▶ **PROBLEM REQUIREMENTS**:
Using the listing below, report all lines holding the word "LAWNDALE".
- - - -
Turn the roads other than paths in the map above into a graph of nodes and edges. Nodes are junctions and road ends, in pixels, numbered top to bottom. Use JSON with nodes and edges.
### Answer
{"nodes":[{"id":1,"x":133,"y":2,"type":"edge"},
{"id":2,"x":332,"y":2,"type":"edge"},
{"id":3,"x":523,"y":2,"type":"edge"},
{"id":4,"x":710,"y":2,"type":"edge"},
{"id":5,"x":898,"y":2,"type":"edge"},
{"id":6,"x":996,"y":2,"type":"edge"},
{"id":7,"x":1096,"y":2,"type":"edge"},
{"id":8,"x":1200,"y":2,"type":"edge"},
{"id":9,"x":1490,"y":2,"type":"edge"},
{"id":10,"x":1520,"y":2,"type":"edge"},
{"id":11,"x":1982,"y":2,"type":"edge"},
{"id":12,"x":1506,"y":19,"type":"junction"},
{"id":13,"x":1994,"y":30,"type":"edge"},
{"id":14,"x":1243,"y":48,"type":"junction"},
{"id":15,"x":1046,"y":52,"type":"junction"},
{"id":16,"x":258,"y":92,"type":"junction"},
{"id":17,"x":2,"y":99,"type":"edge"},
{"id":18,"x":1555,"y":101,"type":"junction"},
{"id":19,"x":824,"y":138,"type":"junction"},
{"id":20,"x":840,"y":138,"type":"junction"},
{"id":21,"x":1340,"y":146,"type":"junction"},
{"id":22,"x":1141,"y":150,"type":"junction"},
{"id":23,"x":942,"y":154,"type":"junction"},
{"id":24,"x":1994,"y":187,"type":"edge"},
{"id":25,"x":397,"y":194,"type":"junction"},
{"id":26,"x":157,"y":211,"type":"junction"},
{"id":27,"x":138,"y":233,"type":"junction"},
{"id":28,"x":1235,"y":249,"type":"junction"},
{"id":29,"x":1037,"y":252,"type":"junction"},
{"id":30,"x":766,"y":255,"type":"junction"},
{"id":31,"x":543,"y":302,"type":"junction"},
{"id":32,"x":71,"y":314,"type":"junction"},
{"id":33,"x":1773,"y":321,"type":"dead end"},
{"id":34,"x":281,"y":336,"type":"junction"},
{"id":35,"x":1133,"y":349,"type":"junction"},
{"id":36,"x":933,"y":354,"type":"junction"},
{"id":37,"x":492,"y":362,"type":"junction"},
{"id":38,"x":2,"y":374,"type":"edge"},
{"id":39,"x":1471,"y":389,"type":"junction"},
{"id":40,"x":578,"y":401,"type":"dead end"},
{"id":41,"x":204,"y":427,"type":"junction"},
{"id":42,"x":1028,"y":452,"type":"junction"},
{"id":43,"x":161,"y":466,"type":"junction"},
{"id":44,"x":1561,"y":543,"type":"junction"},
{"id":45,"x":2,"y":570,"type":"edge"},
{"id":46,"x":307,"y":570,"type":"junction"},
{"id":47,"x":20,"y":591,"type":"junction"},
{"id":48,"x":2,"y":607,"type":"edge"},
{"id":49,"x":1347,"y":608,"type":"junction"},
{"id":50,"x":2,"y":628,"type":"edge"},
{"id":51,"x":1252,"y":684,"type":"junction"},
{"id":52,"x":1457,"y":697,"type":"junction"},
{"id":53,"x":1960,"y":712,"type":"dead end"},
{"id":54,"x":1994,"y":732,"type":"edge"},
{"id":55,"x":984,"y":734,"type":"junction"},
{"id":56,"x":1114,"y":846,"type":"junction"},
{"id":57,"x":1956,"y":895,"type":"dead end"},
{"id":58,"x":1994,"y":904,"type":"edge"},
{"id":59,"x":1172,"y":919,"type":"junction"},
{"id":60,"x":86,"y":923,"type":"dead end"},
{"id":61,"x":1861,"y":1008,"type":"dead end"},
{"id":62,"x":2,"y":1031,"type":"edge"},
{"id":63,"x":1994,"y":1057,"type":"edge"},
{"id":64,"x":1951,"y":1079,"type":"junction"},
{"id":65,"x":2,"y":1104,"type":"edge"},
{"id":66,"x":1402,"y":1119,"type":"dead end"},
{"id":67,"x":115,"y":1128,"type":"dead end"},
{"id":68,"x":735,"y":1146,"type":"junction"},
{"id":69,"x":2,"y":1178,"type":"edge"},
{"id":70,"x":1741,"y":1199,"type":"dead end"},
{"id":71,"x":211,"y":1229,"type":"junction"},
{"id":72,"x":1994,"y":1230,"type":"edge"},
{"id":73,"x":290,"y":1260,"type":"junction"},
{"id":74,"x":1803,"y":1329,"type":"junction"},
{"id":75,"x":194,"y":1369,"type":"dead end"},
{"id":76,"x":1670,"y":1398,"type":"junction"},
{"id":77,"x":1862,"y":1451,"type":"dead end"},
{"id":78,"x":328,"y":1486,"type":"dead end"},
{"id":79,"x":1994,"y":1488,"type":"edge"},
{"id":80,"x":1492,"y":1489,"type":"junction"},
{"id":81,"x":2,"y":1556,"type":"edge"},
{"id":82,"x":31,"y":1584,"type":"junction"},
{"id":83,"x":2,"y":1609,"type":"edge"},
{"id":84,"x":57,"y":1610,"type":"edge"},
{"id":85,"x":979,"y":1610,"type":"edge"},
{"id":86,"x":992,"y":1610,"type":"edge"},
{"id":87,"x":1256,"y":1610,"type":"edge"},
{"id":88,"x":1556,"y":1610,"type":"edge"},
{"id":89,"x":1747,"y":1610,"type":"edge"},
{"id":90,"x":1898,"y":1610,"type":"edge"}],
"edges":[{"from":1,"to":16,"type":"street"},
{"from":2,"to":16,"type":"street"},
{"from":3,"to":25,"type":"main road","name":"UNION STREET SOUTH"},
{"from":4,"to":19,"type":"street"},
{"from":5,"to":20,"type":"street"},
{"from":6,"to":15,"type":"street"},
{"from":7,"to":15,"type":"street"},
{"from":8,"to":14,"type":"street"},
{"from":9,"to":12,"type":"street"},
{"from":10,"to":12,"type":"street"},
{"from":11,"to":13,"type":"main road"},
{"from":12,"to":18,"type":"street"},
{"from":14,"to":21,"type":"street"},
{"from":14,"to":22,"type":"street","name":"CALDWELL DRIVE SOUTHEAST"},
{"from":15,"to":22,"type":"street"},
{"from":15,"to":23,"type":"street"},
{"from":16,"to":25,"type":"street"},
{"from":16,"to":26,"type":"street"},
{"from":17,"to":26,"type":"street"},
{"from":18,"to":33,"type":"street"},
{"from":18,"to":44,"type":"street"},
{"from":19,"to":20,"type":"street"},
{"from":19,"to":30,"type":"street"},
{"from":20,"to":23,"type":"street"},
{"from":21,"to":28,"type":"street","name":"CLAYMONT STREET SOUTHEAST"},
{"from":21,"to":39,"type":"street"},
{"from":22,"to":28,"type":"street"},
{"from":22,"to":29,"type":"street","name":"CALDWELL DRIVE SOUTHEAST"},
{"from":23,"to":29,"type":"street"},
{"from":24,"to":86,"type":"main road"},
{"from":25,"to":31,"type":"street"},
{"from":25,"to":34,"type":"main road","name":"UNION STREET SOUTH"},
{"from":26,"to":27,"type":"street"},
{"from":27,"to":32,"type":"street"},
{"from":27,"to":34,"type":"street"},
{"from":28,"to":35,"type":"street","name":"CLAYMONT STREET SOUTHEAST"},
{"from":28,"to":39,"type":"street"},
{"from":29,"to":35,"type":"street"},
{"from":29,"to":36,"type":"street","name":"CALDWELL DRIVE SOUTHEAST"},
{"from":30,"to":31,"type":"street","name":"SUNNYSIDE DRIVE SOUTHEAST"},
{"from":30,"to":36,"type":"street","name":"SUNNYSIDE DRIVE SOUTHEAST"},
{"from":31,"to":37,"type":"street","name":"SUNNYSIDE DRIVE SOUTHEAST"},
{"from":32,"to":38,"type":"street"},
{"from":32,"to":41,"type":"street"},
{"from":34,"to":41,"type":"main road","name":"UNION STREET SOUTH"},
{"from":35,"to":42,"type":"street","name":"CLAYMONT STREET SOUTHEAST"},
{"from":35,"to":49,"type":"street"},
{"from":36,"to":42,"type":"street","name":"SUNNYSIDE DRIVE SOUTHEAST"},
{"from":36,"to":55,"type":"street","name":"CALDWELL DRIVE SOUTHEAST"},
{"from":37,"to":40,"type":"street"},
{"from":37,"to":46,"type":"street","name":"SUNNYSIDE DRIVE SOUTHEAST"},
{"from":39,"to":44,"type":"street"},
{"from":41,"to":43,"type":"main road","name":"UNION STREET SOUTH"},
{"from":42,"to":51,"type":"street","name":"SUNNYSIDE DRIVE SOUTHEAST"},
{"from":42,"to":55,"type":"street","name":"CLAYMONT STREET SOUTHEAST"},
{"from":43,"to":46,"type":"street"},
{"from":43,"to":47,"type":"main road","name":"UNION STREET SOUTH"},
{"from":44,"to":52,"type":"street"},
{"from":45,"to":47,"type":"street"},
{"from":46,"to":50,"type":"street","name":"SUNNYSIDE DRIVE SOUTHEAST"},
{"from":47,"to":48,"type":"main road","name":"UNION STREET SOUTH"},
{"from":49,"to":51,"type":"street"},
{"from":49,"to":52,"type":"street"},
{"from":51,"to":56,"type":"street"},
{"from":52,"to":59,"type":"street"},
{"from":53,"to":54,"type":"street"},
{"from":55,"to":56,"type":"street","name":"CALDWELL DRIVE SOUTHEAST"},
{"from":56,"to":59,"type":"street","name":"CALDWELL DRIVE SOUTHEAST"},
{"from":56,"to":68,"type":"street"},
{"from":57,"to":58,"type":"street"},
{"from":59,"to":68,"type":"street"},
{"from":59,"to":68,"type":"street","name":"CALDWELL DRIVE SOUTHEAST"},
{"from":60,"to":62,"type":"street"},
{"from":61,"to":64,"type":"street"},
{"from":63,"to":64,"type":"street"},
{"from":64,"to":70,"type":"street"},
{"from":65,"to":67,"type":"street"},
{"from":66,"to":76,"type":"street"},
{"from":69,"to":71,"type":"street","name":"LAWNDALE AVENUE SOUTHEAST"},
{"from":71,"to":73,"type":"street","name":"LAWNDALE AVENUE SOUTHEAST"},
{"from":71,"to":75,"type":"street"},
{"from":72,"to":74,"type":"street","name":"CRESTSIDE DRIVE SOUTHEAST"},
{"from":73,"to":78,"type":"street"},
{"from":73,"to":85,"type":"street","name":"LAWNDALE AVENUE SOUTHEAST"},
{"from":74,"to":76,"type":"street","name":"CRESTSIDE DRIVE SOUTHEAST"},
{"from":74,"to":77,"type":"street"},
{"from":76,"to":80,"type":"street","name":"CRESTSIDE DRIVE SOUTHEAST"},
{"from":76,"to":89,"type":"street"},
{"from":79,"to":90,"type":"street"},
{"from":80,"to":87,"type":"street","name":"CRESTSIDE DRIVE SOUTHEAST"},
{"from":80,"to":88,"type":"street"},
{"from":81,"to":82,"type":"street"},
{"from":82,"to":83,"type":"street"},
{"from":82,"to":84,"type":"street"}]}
- - - -
▶ **RESULT**:
{"from":69,"to":71,"type":"street","name":"LAWNDALE AVENUE SOUTHEAST"},
{"from":71,"to":73,"type":"street","name":"LAWNDALE AVENUE SOUTHEAST"},
{"from":73,"to":85,"type":"street","name":"LAWNDALE AVENUE SOUTHEAST"},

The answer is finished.